De nuevo a mi amigo Paco Corraliza,
por la inspiración del título y artículo original, ahora remozado.
Si la independencia orgánica y presupuestaria de la justicia son requisitos indispensables para llegar a su independencia y para hacer efectiva la separación de poderes, la mera existencia de un Ministerio de Justicia o Consejerías Autonómicas con dicha competencia transferida, resulta ontológicamente contraria a la democracia. El concepto de Administración de Justicia pasa de significar modo o manera de hacer cumplir el derecho, a definir la organización burocrática dependiente del ejecutivo, destinada al cumplimiento de los fines de quien la organiza, paga y dota presupuestariamente.
La simple existencia de un Ministerio de Justicia es incompatible con la independencia judicial. Si el Ministerio es quien paga y organiza materialmente la judicatura, esta servirá a sus prebostes políticos; y si el Ministro del ramo es nombrado por un presidente del ejecutivo, que a su vez es investido por la asamblea legislativa, cerramos el círculo vicioso de la inseparación de poderes. ¡Uno para todos y todos para uno!
El Estado de autonomías, en el que cada competencia transferida se convierte en mercadeo de pactos inconfesables y es pieza de caza mayor de los sacrificios del consenso, multiplica el problema en proporción al reparto de las distintas áreas que conforman la jurisdicción.

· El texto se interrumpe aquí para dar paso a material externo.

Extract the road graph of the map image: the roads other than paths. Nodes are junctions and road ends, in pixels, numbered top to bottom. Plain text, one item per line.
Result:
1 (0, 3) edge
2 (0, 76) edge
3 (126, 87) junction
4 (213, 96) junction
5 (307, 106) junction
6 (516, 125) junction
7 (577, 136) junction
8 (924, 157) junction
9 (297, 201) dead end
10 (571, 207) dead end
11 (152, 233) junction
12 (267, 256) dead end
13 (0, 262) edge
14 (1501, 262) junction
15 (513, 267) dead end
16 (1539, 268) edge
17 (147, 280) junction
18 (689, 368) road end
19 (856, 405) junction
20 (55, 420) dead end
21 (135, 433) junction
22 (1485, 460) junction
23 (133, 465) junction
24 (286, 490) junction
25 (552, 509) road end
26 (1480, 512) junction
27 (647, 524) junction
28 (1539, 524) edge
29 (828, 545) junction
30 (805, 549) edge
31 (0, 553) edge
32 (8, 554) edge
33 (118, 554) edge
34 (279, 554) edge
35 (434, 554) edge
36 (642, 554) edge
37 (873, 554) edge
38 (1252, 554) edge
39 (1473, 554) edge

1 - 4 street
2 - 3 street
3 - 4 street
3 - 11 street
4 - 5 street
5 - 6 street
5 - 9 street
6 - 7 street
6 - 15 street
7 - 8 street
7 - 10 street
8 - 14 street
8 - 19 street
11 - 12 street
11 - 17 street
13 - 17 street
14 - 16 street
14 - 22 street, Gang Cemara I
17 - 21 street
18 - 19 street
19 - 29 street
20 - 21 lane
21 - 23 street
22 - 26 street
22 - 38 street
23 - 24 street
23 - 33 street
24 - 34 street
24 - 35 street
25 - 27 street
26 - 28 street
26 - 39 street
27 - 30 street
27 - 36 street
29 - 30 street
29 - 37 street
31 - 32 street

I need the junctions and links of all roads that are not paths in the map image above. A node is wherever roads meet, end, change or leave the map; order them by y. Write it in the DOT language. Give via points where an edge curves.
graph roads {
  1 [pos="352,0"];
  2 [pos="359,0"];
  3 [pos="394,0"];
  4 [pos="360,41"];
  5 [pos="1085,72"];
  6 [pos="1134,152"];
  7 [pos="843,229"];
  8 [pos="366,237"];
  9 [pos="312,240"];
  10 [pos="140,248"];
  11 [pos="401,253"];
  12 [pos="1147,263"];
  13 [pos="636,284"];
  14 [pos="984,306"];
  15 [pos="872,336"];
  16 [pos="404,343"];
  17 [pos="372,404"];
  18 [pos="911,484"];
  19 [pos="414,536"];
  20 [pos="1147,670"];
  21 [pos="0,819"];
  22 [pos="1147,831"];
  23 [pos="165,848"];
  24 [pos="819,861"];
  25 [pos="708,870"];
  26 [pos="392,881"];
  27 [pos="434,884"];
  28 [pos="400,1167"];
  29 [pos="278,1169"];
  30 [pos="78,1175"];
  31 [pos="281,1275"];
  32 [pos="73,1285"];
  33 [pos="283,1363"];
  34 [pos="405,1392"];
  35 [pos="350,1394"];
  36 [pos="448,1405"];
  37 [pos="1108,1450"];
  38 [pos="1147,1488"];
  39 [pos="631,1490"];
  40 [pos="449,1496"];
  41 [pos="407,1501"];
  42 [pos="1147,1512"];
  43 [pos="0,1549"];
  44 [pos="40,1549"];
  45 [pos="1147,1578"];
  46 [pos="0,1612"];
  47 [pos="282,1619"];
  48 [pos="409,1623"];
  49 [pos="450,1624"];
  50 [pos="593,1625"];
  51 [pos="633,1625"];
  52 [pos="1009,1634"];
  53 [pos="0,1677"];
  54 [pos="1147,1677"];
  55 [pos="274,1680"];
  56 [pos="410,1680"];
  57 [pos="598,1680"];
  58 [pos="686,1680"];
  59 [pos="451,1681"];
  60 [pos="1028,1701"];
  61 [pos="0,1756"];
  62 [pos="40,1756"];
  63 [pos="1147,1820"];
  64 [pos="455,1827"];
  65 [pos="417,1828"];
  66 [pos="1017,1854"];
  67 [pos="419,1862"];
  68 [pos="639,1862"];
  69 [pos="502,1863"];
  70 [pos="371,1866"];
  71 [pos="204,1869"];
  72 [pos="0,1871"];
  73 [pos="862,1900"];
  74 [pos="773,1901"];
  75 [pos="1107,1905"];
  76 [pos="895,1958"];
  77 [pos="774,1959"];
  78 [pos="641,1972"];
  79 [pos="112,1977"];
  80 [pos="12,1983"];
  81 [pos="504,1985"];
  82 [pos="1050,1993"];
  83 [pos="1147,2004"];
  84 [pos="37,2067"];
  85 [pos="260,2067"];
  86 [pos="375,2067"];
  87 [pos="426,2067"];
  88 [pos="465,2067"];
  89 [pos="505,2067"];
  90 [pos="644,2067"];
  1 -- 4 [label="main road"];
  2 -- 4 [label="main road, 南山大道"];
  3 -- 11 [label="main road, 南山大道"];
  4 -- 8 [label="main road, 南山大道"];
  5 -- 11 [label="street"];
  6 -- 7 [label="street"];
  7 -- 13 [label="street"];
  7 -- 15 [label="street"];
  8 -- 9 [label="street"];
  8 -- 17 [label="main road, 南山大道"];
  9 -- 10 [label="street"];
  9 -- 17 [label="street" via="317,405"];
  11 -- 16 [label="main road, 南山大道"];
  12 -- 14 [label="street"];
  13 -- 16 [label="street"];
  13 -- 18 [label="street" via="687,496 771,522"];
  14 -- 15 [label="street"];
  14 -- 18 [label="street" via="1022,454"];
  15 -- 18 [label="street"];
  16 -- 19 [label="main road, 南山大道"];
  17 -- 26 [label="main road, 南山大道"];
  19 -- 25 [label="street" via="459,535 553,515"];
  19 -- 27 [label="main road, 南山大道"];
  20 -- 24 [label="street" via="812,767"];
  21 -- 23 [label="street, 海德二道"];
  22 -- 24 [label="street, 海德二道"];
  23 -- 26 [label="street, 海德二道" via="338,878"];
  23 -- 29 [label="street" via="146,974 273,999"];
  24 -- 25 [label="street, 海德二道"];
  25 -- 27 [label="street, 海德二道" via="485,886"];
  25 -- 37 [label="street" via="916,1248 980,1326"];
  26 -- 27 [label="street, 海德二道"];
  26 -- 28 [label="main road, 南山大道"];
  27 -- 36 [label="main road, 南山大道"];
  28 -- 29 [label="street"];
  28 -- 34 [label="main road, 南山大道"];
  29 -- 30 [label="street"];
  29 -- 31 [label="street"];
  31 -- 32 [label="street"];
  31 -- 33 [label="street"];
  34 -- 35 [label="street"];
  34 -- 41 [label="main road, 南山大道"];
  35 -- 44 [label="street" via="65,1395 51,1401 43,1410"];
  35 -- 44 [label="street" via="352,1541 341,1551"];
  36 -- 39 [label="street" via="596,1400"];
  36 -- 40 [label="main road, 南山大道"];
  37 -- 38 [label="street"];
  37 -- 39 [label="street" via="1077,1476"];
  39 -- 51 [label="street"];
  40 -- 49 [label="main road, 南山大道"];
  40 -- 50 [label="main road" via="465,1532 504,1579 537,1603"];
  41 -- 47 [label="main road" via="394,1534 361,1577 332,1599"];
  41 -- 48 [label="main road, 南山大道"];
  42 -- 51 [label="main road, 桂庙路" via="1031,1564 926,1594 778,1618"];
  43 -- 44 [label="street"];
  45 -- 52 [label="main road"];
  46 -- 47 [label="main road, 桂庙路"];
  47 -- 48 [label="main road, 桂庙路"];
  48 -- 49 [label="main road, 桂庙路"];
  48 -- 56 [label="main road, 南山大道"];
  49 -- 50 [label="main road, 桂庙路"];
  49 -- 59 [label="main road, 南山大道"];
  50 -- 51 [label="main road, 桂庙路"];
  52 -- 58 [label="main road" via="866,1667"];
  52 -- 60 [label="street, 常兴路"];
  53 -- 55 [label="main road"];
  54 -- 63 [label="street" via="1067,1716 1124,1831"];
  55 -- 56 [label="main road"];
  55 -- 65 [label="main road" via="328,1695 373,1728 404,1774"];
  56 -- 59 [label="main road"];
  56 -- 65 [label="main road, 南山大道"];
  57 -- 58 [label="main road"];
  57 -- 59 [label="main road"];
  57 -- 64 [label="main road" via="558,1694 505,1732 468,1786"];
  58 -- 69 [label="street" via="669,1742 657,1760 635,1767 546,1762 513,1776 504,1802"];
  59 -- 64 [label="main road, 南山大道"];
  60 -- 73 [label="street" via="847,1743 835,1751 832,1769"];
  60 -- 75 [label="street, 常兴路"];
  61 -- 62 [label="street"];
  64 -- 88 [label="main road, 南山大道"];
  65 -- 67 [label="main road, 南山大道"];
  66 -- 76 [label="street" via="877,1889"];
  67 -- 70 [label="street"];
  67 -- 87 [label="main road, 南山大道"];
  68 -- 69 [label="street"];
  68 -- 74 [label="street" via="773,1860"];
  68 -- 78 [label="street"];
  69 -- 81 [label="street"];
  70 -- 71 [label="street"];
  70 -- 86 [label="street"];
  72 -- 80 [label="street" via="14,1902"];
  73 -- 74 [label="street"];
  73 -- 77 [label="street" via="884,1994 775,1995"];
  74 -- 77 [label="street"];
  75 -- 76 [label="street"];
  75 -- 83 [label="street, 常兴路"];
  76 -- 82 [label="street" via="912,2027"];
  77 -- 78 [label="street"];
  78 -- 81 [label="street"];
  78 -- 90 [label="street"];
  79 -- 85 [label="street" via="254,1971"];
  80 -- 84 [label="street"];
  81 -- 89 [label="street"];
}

Bajo la excusa de una administración más cercana, se duplican los lazos de dependencia. Esa cercanía se convierte así en vigilancia aún más estrecha. No solo se ata a la Justicia, sino que además “se hace en corto” con otro eslabón en la cadena de inseparación.
El Ministerio de Justicia y las consejerías autonómicas con competencia en la materia deben desaparecer como paso necesario para alcanzar la democracia en España. Sus atribuciones deben pasar a un verdadero órgano de gobierno de lo judicial, elegido por todos los operadores jurídicos, dotado de independencia económica, funcional y organizativa, que provea de medios y que determine tanto los destinos como la progresión en el escalafón judicial, sin más interferencia externa que la ley emanada de la Asamblea, el reglamento de desarrollo de tal legislación y la aprobación presupuestaria sobre la previsión de ingresos, así como los gastos de la propia justicia para atender a sus necesidades. Y eso tiene un nombre, el que García-Trevijano le da en su magistral Teoría Pura de la República: Consejo de Justicia.